> Brief: Your response must be made up of each line in the data below that contains the string "Paulo".

> Saved data entries:
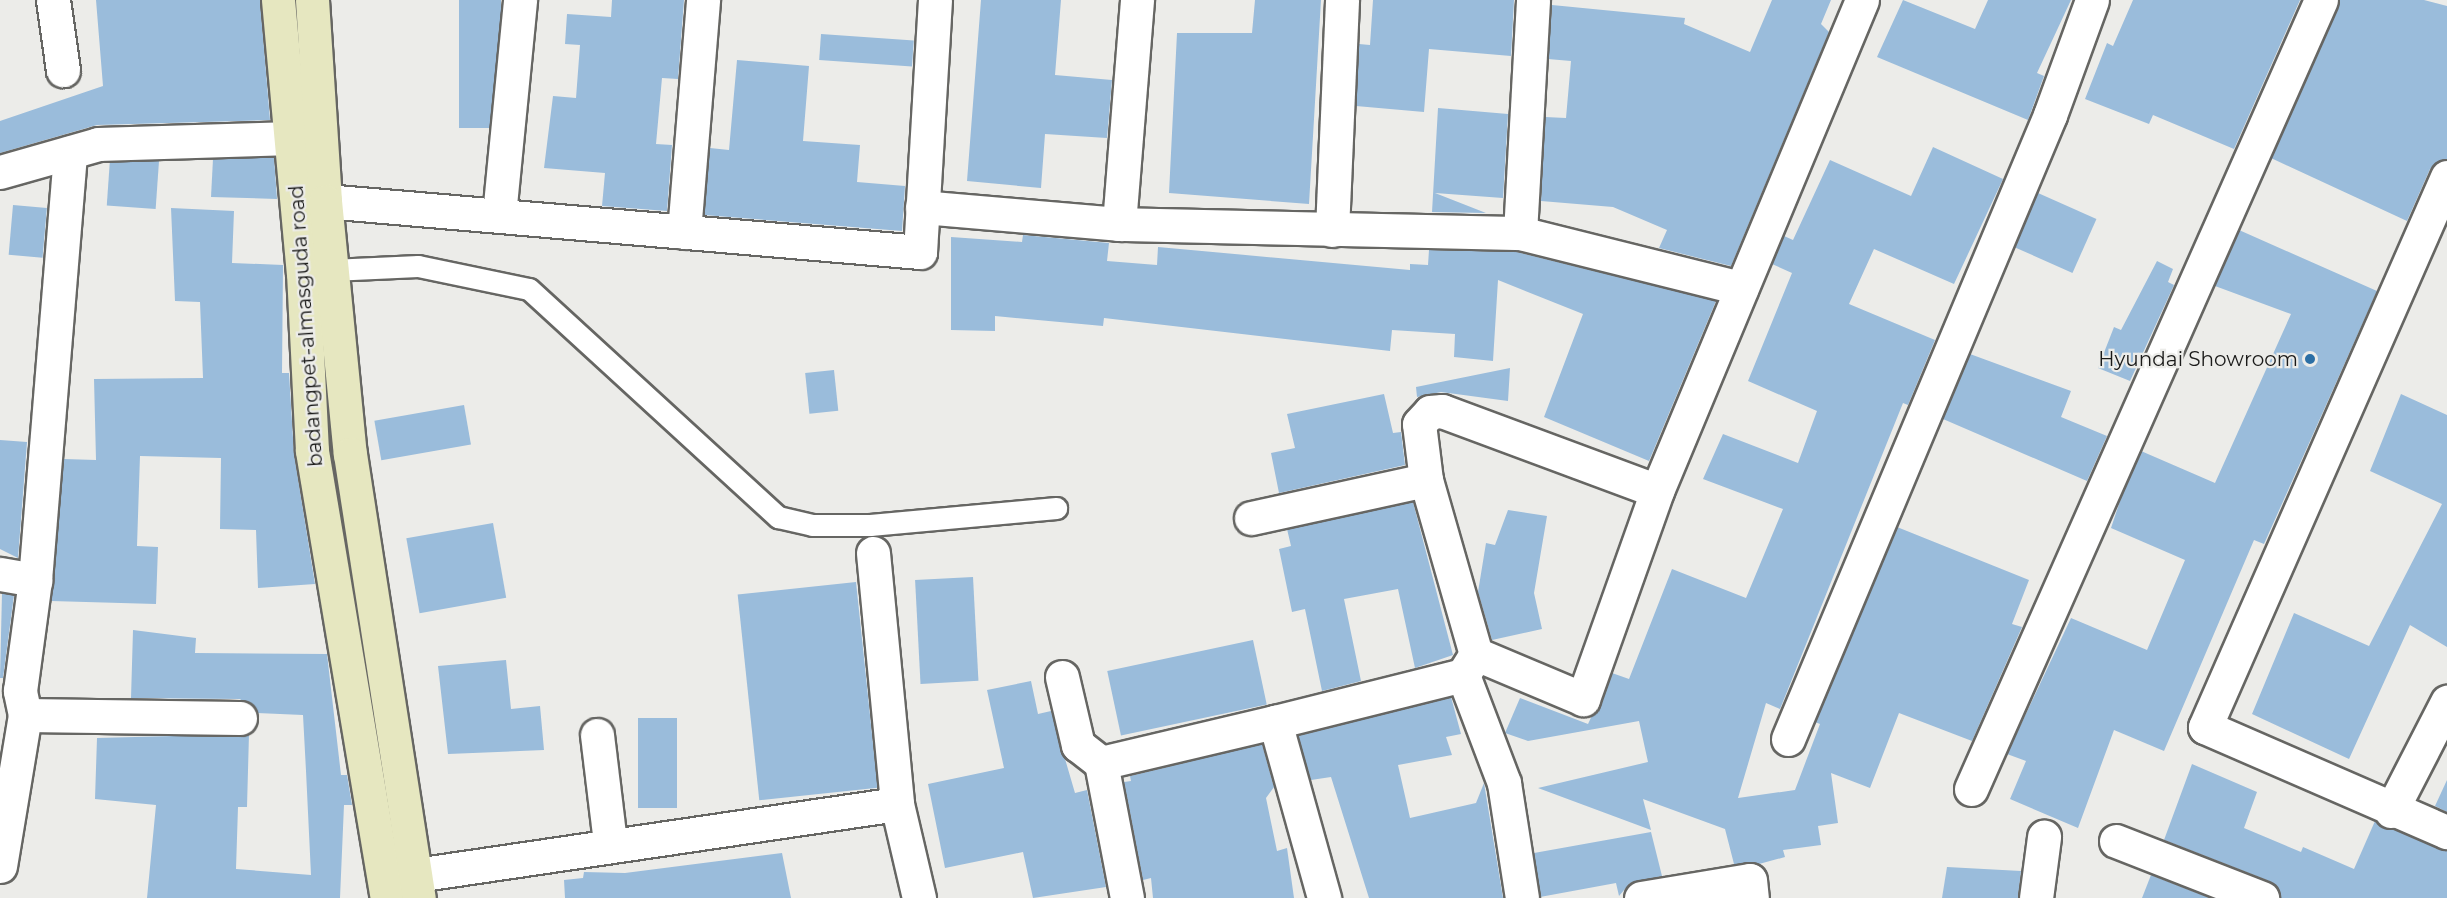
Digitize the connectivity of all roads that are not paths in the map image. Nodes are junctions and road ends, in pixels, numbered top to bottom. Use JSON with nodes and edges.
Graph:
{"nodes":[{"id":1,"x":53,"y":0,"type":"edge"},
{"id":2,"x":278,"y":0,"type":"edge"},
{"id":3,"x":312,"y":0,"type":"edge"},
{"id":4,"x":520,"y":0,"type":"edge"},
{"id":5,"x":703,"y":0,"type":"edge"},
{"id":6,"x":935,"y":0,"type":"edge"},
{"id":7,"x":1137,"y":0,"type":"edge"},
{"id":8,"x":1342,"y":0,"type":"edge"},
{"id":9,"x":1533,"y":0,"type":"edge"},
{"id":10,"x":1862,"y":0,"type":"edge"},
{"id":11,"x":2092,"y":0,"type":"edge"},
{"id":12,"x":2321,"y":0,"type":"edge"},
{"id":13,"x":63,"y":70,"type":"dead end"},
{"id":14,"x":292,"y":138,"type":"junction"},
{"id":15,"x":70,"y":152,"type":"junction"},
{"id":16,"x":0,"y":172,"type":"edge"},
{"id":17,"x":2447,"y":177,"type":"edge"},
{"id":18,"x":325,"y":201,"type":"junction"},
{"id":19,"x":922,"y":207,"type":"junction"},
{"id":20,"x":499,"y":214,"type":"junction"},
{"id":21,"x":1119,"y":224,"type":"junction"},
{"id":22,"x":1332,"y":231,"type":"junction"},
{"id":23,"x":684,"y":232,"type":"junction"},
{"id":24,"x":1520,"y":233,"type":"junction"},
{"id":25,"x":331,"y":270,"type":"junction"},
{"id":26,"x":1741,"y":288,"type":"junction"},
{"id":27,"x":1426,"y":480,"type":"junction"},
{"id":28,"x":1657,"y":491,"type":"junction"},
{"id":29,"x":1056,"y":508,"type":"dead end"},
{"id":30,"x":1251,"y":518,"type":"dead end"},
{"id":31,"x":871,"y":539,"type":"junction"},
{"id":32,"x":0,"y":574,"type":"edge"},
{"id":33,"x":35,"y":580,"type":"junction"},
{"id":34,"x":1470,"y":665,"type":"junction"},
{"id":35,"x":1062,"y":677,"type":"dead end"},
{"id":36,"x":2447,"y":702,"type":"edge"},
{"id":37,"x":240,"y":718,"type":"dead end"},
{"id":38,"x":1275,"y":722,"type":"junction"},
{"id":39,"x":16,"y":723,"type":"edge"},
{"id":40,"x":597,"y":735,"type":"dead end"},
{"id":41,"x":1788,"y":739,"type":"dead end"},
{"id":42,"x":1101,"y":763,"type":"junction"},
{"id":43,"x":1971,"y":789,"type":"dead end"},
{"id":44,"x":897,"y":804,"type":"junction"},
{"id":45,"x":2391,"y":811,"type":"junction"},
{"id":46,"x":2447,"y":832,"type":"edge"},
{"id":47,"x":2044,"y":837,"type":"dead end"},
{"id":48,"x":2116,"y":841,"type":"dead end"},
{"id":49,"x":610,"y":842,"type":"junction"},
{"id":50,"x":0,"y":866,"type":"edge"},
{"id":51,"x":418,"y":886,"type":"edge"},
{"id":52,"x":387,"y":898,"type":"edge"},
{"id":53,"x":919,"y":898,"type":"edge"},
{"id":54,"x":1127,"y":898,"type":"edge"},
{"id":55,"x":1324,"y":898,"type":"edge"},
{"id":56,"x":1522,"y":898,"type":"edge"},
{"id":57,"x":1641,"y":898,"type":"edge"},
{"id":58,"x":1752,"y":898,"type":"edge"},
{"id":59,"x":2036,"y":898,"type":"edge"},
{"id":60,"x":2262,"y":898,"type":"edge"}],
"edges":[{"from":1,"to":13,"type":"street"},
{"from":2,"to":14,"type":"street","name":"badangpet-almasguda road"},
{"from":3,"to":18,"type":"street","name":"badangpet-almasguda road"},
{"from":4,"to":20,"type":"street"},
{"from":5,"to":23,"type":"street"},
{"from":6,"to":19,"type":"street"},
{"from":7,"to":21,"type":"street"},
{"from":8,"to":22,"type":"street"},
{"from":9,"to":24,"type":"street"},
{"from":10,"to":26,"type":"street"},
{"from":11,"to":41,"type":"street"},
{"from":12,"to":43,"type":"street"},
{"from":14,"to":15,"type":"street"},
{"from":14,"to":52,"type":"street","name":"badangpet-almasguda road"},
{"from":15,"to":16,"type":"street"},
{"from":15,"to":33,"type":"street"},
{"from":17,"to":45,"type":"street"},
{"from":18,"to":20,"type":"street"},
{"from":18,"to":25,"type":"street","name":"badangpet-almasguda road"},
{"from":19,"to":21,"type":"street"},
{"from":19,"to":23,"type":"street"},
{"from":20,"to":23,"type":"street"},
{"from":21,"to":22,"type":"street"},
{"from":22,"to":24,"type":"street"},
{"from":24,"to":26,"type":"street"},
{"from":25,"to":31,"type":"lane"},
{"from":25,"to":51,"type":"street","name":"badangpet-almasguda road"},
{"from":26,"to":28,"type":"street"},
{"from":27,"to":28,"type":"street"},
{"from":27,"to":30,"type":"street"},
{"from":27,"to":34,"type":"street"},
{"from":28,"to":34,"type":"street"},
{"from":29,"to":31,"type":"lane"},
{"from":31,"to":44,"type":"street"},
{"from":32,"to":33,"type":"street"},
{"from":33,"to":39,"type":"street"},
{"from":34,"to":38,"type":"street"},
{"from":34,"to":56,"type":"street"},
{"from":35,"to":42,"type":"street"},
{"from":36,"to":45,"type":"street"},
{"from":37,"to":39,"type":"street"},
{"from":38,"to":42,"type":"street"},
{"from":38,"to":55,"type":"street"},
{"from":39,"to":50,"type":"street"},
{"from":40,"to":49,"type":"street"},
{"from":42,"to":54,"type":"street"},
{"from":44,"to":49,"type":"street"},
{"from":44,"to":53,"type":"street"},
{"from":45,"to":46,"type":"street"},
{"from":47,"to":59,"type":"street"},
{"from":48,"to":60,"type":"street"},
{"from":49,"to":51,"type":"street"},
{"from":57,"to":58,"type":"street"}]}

--

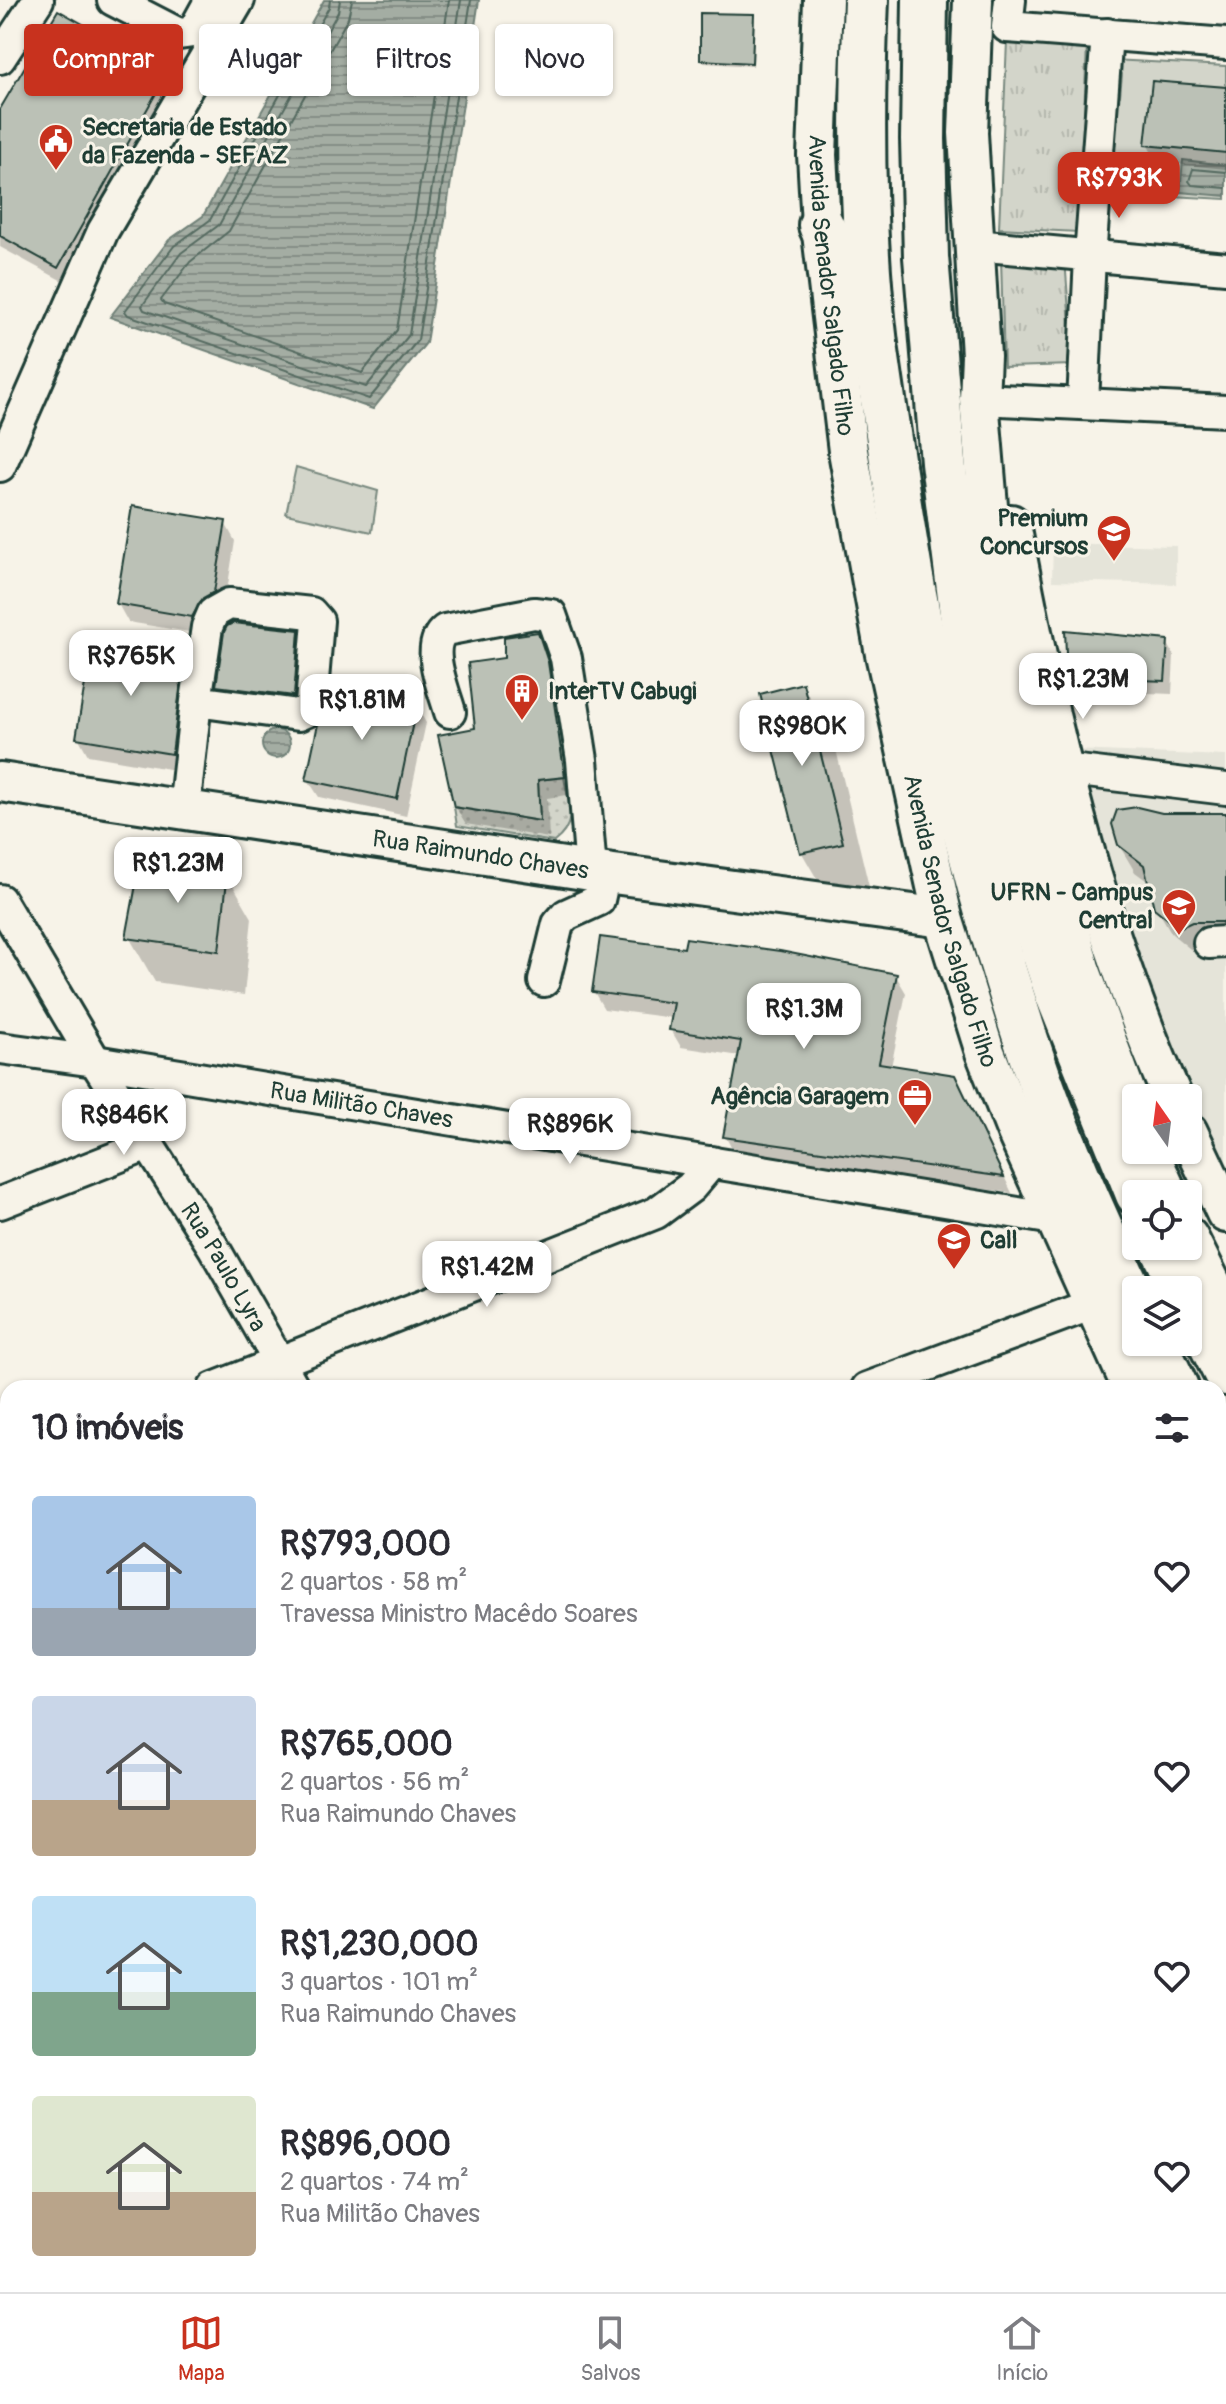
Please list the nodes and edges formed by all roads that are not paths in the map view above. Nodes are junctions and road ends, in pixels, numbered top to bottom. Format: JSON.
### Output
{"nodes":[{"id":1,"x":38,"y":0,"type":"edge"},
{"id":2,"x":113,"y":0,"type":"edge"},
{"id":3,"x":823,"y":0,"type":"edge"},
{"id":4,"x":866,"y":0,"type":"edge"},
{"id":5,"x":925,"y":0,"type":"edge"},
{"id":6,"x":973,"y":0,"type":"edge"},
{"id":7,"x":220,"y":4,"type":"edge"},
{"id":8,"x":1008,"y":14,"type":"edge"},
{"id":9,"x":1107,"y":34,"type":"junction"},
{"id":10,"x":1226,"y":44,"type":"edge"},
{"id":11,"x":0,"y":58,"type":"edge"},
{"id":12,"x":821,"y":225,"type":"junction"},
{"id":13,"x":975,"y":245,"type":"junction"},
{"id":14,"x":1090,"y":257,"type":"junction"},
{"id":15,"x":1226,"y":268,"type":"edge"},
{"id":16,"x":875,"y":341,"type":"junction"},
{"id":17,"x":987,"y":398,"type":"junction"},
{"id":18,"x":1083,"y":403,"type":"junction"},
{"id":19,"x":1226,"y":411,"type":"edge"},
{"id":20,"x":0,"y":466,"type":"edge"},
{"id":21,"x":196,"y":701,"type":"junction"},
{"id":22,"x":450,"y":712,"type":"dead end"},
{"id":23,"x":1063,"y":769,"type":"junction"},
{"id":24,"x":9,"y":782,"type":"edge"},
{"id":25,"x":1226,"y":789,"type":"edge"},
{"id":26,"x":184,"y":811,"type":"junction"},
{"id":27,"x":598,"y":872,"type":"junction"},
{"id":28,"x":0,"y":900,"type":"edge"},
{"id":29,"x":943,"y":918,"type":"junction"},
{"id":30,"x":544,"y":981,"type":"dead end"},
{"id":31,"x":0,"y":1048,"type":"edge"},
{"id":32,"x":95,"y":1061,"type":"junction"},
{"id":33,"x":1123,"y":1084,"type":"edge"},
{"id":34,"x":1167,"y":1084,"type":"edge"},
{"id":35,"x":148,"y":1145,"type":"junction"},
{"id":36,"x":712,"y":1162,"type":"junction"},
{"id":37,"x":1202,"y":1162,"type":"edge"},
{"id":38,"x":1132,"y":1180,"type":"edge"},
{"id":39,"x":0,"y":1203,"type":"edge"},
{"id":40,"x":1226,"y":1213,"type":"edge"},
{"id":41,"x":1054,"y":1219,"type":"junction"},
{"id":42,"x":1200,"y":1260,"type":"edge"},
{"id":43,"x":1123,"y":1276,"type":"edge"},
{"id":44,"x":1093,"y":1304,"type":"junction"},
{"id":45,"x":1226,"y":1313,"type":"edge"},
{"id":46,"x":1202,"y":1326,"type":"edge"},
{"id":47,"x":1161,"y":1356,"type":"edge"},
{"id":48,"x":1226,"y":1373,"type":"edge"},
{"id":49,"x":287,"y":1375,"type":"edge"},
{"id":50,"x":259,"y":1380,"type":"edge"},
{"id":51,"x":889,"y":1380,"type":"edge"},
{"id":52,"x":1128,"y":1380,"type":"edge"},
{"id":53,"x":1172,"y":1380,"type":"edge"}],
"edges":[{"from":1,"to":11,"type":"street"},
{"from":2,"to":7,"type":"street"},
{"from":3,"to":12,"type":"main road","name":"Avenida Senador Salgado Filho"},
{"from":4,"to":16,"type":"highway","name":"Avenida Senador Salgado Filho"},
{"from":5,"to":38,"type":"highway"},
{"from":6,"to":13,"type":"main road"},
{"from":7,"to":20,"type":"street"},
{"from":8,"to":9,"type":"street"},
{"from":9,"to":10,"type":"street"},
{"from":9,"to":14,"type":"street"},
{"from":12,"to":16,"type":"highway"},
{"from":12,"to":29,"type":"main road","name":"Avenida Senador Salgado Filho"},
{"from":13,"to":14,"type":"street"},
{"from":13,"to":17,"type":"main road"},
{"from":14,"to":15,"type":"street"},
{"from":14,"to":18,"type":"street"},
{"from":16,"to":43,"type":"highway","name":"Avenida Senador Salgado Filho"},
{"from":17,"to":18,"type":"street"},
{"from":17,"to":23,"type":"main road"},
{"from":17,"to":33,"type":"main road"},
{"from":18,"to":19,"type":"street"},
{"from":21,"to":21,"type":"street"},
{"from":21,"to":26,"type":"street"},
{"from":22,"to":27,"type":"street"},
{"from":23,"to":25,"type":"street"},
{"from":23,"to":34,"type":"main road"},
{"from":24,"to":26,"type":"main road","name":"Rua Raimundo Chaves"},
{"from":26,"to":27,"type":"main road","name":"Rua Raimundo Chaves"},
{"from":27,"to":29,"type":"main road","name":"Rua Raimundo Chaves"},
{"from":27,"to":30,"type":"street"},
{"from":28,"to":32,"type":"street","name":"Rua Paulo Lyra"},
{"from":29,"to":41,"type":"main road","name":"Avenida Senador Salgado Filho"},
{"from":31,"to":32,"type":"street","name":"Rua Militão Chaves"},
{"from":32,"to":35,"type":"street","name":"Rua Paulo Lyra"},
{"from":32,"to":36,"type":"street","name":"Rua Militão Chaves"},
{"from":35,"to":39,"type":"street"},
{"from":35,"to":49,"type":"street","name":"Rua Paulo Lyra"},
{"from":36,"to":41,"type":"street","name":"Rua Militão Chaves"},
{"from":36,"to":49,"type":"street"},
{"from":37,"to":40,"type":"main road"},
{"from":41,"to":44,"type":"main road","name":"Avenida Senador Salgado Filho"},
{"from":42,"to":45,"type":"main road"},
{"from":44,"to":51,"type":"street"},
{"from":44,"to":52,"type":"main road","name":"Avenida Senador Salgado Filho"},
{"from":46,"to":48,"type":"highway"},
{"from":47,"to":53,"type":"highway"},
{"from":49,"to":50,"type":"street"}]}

> Exercise solution:
{"from":28,"to":32,"type":"street","name":"Rua Paulo Lyra"},
{"from":32,"to":35,"type":"street","name":"Rua Paulo Lyra"},
{"from":35,"to":49,"type":"street","name":"Rua Paulo Lyra"},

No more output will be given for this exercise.